On Wed, 18 Oct 2000, Robert Virding wrote:

> I think that doing it as you have done making lazy lists as
> 
> 	LazyList :: () -> [] | [term() | LazyList]
> 
> makes things much simpler and more consistent.
> 
> However you still have the major problem that it is not integrated
> with the rest of the whole system (Erlang, OTP and apps).  This
> restricts what you can do with it, as the rest of the system sees this
> as funs not lists.

Yes, it is not a list. Should not even try to be a list. (I just
implemented them using cons cells because I liked the notation, but that
is trivial to change.)

I see all this as a question of interfaces between functions. As I just
wrote in reply to Seans question, a lazy data structure allows you to
attach computations without passing an explicit callback hook. In some
applications and programming styles, this might be precisely what you
want. In others not. I think that functions now operating on normal lists
should *not* be augmented to also handle lazy lists, simply because it
mucks up their otherwise simple and straightforward interface using normal
lists. If one wants lazy data structures, one should have completely
disjoint functions for operating on them. The programmer should be able to
know what might and might not happen.

I am actually tiring of the term "lazy lists", so I'm now switching to
"streams", and I hope that no-one will confuse this with Erlangs I/O
streams (which are a process communication protocol).

> As Sean Hinde points out if you already have the big list then why
> bother?

Only if you want to use an existing list with a function that wants a
stream as input.

> Unfortunately it would not directly help Ulf Wiger either as the large
> lists are generated by calls which generate "proper" lists. To use it
> you would have to write new interface functions to generate the lazy
> lists and force people to use the lazy libraries.  This would still
> mean you would have to go through code and modify it, as you would
> using th existing "lazy" interface to ETS tables.

Yes. But I think that the sort of "damage control" that Ulf wanted will in
the end make the code deteriorate into something unreadable, bug-prone and
unpredictable. Better rewrite the code once and for all into something
that can be read and understood, if you decide that you want to use this
sort of technique.

> Most importantly it can't be used in patterns!!!

Well, do you want to? If you want to look at the first N elements of a
stream, you just extract them and then do the matching. There is an
infinite number of possible abstract data types that you cannot do
matching on. Give us O'Keefes abstract patterns, and the whole problem
might go away.

> As it can't be used interchangably with lists, or even list patterns,
> wouldn't it be better to drop the list terminology and instead call
> them something else, lazy sequences?  This would help to lessen
> confusion.

I agree. I'll stick to "streams" from now on.

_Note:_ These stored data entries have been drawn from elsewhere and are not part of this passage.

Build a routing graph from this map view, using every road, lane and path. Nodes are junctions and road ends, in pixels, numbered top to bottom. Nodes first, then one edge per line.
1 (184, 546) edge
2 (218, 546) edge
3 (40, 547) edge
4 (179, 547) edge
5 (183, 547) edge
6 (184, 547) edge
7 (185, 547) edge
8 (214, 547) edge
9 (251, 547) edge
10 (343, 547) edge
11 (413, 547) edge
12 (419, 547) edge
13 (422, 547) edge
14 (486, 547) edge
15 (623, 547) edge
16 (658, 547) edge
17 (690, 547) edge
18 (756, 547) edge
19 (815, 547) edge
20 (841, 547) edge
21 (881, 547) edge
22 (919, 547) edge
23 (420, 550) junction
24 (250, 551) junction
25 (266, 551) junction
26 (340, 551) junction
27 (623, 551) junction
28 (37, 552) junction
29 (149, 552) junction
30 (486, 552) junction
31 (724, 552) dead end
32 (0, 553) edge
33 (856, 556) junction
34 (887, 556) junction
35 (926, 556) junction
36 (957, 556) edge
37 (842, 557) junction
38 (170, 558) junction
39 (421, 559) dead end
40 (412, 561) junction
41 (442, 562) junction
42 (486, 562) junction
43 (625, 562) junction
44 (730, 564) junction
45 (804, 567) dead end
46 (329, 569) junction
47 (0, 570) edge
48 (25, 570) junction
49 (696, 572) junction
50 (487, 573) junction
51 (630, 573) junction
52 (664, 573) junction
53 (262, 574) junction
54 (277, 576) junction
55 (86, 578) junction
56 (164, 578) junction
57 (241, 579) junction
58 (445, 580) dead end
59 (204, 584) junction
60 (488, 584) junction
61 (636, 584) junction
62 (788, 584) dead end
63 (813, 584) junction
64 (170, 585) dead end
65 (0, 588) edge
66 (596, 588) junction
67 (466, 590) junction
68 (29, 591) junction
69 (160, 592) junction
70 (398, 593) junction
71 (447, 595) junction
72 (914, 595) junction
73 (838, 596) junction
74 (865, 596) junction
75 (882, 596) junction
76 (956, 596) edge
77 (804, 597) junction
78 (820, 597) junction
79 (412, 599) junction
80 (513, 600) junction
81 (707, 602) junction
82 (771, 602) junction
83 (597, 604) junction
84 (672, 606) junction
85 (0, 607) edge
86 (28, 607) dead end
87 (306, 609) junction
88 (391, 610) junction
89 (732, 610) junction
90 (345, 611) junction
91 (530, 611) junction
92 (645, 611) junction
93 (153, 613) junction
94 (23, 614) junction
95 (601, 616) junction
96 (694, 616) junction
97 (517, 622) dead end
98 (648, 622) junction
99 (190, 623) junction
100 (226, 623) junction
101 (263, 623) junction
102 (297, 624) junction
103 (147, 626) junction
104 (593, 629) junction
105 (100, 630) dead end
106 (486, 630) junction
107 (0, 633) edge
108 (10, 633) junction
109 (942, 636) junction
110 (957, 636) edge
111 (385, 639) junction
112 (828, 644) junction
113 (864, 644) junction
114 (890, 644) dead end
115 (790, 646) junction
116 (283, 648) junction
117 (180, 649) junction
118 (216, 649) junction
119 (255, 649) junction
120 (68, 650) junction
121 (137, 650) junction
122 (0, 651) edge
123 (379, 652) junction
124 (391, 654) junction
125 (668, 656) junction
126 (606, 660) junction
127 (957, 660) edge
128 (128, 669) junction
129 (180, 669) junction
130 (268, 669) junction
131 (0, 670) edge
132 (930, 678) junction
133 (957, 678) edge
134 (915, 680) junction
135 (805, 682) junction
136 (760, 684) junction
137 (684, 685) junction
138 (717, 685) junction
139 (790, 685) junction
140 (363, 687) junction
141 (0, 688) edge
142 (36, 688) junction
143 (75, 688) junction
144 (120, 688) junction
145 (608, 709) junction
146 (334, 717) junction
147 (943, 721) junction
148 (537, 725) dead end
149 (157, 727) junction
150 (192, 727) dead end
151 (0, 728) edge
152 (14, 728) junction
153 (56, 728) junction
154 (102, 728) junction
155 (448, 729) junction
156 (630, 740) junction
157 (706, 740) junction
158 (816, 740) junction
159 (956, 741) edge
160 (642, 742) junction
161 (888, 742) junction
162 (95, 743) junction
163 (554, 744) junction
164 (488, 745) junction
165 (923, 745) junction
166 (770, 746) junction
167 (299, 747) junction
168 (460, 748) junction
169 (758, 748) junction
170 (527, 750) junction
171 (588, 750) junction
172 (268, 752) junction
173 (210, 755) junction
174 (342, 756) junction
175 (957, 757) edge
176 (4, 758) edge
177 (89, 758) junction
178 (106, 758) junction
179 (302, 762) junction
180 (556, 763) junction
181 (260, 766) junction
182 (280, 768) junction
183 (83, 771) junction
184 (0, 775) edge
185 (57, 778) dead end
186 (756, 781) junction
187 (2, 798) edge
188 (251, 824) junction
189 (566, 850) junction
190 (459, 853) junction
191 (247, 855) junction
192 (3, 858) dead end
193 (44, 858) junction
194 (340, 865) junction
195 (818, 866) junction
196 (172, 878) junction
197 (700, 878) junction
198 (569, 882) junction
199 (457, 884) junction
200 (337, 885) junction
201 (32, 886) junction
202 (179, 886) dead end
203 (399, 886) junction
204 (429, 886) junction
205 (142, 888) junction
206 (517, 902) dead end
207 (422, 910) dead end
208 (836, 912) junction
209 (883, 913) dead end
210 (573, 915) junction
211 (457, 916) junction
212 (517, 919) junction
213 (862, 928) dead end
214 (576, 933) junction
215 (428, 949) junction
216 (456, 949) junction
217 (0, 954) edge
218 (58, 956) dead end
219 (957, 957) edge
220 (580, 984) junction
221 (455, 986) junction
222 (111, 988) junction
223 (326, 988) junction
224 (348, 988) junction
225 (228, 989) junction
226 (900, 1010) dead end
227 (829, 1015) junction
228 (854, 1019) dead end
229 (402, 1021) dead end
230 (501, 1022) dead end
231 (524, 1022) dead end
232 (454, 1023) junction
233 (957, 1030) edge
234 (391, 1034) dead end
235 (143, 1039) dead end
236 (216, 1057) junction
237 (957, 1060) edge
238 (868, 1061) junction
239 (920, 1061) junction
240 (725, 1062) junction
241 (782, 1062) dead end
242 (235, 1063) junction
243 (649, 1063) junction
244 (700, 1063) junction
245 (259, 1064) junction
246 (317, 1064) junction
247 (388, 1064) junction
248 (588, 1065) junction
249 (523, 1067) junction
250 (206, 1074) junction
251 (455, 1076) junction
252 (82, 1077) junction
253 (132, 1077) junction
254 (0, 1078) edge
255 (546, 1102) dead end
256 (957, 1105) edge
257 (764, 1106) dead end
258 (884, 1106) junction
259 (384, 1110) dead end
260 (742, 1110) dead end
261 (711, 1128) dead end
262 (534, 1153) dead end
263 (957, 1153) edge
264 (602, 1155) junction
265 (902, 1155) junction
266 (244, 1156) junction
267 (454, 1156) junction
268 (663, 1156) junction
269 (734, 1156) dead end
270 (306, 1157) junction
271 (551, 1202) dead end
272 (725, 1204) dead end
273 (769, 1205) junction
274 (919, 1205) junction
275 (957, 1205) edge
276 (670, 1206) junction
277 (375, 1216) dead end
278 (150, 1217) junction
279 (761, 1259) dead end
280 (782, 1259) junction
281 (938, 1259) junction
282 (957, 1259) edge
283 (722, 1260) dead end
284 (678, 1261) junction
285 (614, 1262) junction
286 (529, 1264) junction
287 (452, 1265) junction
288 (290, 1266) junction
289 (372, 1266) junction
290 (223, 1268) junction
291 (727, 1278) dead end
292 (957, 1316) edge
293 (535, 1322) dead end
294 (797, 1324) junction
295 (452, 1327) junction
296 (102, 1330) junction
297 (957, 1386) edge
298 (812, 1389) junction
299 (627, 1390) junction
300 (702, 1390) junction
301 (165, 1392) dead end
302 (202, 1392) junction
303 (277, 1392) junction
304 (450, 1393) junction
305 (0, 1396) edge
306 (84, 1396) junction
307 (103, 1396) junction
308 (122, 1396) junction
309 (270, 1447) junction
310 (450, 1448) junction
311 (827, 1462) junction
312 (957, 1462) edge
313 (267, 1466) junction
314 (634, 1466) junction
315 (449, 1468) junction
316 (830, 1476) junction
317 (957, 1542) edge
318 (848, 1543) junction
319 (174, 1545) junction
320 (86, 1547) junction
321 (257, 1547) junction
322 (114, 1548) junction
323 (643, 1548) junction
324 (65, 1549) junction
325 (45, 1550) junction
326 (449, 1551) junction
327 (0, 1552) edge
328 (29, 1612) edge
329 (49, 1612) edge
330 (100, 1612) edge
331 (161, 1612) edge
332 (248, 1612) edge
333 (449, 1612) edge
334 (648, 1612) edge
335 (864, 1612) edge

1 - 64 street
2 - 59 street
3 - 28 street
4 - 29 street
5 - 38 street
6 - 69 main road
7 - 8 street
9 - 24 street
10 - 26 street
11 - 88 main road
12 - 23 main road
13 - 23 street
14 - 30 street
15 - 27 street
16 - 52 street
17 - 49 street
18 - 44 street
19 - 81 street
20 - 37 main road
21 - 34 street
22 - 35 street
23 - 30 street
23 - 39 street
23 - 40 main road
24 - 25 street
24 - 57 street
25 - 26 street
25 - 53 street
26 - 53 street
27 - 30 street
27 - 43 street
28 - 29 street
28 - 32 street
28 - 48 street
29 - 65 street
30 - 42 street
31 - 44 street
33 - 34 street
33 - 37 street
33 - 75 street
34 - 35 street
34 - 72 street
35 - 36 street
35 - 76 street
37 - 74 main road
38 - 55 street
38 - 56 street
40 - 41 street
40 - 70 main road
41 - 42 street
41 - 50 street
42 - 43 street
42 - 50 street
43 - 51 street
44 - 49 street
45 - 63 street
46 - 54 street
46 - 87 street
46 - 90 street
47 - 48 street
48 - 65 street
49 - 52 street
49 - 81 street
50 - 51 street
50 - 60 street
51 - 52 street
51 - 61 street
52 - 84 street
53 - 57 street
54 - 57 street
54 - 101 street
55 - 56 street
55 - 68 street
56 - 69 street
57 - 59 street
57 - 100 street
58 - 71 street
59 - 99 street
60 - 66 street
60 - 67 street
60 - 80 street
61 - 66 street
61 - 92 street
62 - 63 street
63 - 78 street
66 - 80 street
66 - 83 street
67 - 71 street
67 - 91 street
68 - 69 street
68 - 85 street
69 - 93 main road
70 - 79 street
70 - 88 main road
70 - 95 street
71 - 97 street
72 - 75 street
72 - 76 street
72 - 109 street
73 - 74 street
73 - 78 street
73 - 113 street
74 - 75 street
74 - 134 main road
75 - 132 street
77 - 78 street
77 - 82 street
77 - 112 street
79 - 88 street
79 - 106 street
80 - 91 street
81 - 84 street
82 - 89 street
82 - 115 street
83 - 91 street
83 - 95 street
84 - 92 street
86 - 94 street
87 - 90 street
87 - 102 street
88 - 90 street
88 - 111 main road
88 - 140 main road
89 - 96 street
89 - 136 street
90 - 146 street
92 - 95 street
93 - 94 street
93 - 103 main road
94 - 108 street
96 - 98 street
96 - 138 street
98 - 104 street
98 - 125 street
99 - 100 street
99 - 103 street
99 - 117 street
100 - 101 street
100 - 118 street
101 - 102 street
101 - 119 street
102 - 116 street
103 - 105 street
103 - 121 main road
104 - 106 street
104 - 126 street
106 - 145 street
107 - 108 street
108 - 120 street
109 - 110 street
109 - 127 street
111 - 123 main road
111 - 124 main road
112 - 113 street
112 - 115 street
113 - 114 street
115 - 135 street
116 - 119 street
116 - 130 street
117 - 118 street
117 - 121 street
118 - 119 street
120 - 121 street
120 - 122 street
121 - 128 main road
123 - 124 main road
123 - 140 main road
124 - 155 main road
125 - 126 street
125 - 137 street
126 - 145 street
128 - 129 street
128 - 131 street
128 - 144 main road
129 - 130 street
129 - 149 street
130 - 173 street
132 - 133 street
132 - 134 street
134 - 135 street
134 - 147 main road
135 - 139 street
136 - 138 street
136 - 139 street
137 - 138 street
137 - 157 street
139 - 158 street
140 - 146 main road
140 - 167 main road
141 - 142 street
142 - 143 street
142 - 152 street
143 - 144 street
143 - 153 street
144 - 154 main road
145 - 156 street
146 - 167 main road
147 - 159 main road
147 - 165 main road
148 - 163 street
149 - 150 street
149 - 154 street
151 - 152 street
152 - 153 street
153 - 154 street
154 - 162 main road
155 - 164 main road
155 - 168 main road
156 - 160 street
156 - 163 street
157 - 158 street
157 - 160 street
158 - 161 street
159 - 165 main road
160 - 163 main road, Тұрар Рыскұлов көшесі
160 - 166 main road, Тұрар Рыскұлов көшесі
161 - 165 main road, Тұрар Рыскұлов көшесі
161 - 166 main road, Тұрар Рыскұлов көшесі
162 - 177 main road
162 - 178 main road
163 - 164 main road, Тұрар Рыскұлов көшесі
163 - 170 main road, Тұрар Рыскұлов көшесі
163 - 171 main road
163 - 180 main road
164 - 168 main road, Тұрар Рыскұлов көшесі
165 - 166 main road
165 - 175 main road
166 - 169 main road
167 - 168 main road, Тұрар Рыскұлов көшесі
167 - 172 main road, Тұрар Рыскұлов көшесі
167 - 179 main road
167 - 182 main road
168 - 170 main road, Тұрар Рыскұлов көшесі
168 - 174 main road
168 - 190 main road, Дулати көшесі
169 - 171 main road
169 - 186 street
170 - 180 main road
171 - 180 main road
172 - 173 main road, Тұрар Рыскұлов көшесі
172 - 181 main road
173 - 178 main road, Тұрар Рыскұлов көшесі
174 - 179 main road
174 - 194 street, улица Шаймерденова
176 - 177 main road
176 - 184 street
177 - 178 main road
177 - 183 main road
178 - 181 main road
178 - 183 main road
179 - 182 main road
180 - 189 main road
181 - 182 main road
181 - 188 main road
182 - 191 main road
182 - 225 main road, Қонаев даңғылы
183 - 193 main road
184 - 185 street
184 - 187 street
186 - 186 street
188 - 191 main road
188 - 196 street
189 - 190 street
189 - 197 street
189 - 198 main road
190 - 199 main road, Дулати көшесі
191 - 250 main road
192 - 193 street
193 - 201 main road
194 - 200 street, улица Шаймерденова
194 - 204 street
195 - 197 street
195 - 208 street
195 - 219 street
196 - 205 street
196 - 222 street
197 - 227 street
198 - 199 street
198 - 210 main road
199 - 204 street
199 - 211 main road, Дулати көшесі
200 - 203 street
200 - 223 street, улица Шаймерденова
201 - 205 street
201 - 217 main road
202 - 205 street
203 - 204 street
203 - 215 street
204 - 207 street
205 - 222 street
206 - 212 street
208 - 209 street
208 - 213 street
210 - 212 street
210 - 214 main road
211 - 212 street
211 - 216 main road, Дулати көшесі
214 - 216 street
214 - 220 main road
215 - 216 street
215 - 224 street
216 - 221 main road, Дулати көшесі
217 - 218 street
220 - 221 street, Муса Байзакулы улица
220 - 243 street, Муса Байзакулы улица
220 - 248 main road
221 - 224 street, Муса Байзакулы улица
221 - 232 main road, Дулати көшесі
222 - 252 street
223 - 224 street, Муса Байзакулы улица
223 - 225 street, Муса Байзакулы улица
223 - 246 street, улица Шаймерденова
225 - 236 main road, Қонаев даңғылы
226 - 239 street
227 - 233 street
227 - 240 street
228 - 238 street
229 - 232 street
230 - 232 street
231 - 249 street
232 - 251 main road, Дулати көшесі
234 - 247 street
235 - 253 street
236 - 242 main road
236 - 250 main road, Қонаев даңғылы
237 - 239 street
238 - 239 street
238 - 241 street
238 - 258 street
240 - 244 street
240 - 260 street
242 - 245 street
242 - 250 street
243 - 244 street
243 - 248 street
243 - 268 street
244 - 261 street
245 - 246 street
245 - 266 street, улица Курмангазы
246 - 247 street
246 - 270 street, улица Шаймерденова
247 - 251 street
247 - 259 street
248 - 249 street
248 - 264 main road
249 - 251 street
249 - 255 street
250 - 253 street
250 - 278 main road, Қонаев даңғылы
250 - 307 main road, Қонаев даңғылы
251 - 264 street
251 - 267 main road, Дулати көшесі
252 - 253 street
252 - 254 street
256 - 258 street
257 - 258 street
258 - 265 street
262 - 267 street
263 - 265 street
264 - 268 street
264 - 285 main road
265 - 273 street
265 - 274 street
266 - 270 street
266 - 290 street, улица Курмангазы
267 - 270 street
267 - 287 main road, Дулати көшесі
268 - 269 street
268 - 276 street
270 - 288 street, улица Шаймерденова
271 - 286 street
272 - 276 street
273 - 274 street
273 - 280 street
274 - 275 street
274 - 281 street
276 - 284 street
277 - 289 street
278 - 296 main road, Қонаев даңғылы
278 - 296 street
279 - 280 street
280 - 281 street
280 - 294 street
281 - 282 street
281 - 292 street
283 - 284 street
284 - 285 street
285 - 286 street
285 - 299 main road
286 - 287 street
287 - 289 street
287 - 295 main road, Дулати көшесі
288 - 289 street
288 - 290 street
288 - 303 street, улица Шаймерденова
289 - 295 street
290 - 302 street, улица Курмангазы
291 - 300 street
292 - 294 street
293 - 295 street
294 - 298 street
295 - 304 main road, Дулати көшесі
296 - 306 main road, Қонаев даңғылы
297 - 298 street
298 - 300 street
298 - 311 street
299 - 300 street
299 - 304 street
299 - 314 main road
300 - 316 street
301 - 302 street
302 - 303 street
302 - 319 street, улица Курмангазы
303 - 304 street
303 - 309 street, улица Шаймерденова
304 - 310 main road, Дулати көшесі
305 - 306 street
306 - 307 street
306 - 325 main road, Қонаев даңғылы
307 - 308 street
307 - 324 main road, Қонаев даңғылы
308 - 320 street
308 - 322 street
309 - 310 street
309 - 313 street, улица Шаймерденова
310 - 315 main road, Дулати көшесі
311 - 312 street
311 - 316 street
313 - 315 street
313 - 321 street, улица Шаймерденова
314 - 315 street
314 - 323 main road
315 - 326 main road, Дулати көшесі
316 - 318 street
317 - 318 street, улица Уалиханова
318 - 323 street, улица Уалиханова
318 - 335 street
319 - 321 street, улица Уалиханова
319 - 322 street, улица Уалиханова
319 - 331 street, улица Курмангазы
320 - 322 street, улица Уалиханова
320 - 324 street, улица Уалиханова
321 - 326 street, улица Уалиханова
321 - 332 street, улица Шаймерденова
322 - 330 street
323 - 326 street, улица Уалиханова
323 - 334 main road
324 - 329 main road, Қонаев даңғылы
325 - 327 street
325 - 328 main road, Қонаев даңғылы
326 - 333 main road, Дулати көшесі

> I wouldn't even construct them with lists, use a tagged tuple instead.  
> I know it takes more space but I am only looking a one element at a
> time so it isn't really important.  This would help to remove a lot of
> errors where people inadvertantly used "normal" list operations on
> them which could generate very random errors.

Yes, you may well be right. (Me, I don't make errors like that. :-).

> And no way that I or anyone else would prefix their list procesing
> functions with a special clause!  :-)
> 
> func(LazyList, ...) when function(LazyList) -> func(LazyList(), ...);

No, as I said, I do absolutely not want to augment code handling normal
lists with extra cases for continuations. That way lies madness!

> In short if you want to implement a "lazy" sequence be extremely
> explicit and not try to make look like lists, which they are not and
> don't behave as.

OK, boss.

> Anyway without rewriting the result of an evaluation you can create an
> aweful amount of extra work.  Also you could have fun code like
> 
>     L1 = eval(LazyList),
>     L2 = eval(LazyList),
> 
> and L1 /= L2.

Yes, this is the major snag, so to speak. One would like the advantages of
computing things at most once, without the disadvantages of having to
explicitly pass around the "updated stream" to anyone who might want to
read it again from the same point.

As you also said in your "philosophical questions" letter, this laziness
stuff is already handled well by process communication (as e.g., I/O
streams), which also makes it clear who computes what and when. "Lazy
list" streams should only be used if they offer something that makes the
task at hand a lot easier, and you are prepared for the effects of lazy
evaluation.

The advantages of "lazy list" streams over message passing are then 1)
locality (no copying of data between processes) - but this might go away
*if* we get an Erlang implementation with a global heap, and 2) the simple
but powerful interface, allowing you to modify a stream as you like, but
also postponing the computation to another time (and possibly another
process). Actually, I can't say I have a huge use for them myself, but I
like to explore the idea. Real uses may crop up later.

	/Richard

Richard Carlsson (richardc@REDACTED)   (This space intentionally left blank.)
E-mail: Richard.Carlsson@REDACTED	WWW: http://www.csd.uu.se/~richardc/